Feeding Tube: A Guide To Living With Feeding Tubes
It’s well-known that we need food to survive. For those who have illnesses that prevent them from eating normally, maybe it’s due to a decrease in appetite, an issue with the small intestine, or a food swallowing issue, there are other ways to get the nutrition that a person needs to feel energetic and healthy each day.
Enteral Nutrition, otherwise known as a feeding tube, is a way for people to get the nutrients they need without putting themselves through physical and mental stress. If you are nervous about how others will react to your feeding tube, don’t be. This is something that is going to be great for you! It will open up your world to new possibilities by providing a way for you to stay healthy and active without pain.
Why A Feeding Tube
Neurologic and neuromuscular disorders, inability to swallow, anatomical and post-surgical malformations of the mouth and esophagus, cancer, Sanfilippo syndrome, and digestive disorders can all call for a feeding tube.
Trouble swallowing can mean choking on food and fluids, when food "goes down the wrong tubes" and things are inhaled into the lungs instead of being swallowed. Therefore, a feeding tube provides the patient with a tube that runs through your nose or down the throat and into your stomach and intestines directly to give carbohydrates, protein, and fats to the body without requiring any chewing or swallowing before the food enters the digestive tract.
The Insertion Process
The type of feeding tube depends on your illness and your needs. You will receive one of two feeding tubes, either one through the nose into the stomach or one directly into the stomach through the skin.
Your doctor performs a gastrostomy using an endoscope, which is a flexible tube with a camera attached. During the procedure, the doctor will insert a feeding tube into your abdomen. Once it’s placed into your abdomen and connected to your stomach, the tube is secured with a sterilized dressing, and an X-ray will be performed to confirm proper placement.
The procedure often takes less than 1 hour to complete, and you can usually be back at home the same day. You may be given anesthesia for sedation to make you more comfortable, and you may also receive painkillers through an iv line.
Once the surgery is complete, it is in your best interest to consult with a dietician to figure out the best way for you to feed yourself. It might take some time to get comfortable using your feeding tube, but it’s worth it in the long run.
Getting Food and Medication
You will be able to see the feeding tube after your procedure, but it’s nothing to be ashamed of! The goal of the feeding tube is to make supplying yourself with nutrients easier. Each feeding tube has a cap at the end of it to avoid anything from leaking out and onto your clothes. This cap also comes off when receiving food or medication.
Feeding yourself through a feeding tube means receiving the proper nutrients to feel sustained throughout the day.
Formula for consumption should be at room temperature when it’s entering the tube, and then refrigerated after for up to 24 hours before being discarded. It may take time to get a hang of things, but it will become easier! Soon you might feel comfortable enough to go out to eat with your friends and feed yourself, no worries attached.
Bolus feedings use a pump or syringe to push the formula several times a day, similar to while a feeding pump or the gravity method can also be applied to administer a "meal".
When medicating yourself, there are several things you need to make sure you are doing. Before and after you take medicine, you should be flushing the tube with warm water to make sure that the medication is not getting stuck inside of the tube.
Often, a doctor will prescribe liquid medication instead of pills, because pills should never be put down the tube whole. If you crush the pills up, again, make sure you are flushing the tube with water.

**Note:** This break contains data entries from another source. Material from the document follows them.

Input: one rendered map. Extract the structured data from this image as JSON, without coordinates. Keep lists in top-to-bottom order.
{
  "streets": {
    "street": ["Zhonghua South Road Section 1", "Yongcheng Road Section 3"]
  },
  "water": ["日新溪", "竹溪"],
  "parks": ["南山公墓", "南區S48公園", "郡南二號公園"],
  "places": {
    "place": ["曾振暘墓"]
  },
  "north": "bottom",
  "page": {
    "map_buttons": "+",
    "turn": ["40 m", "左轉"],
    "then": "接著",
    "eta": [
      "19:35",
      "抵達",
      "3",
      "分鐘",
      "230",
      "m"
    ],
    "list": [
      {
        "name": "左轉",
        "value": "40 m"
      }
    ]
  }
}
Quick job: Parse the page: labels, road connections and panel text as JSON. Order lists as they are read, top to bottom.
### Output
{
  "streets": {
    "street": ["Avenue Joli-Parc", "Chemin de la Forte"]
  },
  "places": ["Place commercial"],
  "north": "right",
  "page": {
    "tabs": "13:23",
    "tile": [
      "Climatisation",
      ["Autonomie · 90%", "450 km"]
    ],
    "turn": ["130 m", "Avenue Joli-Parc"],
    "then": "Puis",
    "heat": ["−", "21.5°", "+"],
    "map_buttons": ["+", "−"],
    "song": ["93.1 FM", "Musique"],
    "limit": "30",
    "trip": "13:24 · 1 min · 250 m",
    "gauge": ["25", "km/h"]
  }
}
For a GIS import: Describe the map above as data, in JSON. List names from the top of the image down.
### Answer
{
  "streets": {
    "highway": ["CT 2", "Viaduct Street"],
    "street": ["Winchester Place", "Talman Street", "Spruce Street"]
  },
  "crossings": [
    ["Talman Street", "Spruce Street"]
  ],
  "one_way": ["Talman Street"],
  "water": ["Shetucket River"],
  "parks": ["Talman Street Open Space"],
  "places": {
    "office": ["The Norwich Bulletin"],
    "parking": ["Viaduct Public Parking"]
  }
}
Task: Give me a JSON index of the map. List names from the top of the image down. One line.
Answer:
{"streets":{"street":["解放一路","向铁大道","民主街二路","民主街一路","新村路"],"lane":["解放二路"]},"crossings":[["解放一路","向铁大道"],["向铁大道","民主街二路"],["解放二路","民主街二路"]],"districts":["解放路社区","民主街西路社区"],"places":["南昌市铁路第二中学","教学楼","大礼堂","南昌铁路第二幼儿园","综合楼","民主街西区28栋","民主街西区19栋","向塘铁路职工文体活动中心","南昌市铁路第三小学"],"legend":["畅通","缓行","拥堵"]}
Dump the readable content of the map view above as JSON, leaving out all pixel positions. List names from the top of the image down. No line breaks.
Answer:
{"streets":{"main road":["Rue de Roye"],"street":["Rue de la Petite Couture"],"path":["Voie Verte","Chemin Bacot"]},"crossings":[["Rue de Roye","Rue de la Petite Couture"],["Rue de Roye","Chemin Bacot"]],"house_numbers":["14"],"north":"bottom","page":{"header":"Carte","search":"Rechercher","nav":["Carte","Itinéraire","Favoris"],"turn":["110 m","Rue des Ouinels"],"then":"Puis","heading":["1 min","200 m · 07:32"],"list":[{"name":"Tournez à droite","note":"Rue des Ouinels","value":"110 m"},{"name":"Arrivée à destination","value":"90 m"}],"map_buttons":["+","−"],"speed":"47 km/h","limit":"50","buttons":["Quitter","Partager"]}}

Problems With Your Feeding Tube
Blockage is one of the main issues that might come into effect with your feeding tube. When feeding yourself, it is essential that the consistency of the food that is being inserted into your tube is not going to be thick enough to the point that it clogs the tube.
You should not be mixing your food formula and medication together as it may cause blockage. If you think that your tube is blocked, try to flush it out by using water. If this does not work, please contact your doctor.
Other risks and potential complications of feeding tube placement that can occur are leakages and the tube falling out. If either of these two things happen, please contact your doctor immediately. If your tube is leaking, it may not be fitted properly, or it might be blocked. If your tube has fallen out, do not try to reinsert it. Instead, contact your doctor to have it reinserted.
Be sure to speak with your doctor about changing your feedings or medication if you are experiencing diarrhea, cramps, vomiting, swelling in the abdomen, a fever or are unable to have a bowel movement.
Types Of Feeding Tubes
- Jejunostomy tube (J-tube) - Through small incision allows for direct access to the jejunum
- Gastrostomy tubes (G-tube)
- NJ-Tube (Nasojejunal tubes)
- NG-Tube (Nasogastric tube)
Having to live with a feeding tube does not mean that your life is over. Just because there are more steps you have to take to provide nutrients to your body does not mean that your life is going to get harder. In fact, living with a feeding tube opens you up to new experiences.
The issues that are being taken care of when you receive a feeding tube are ones that can be debilitating, so if comfort and health is what you wish to accomplish, think of receiving a feeding tube as the first step.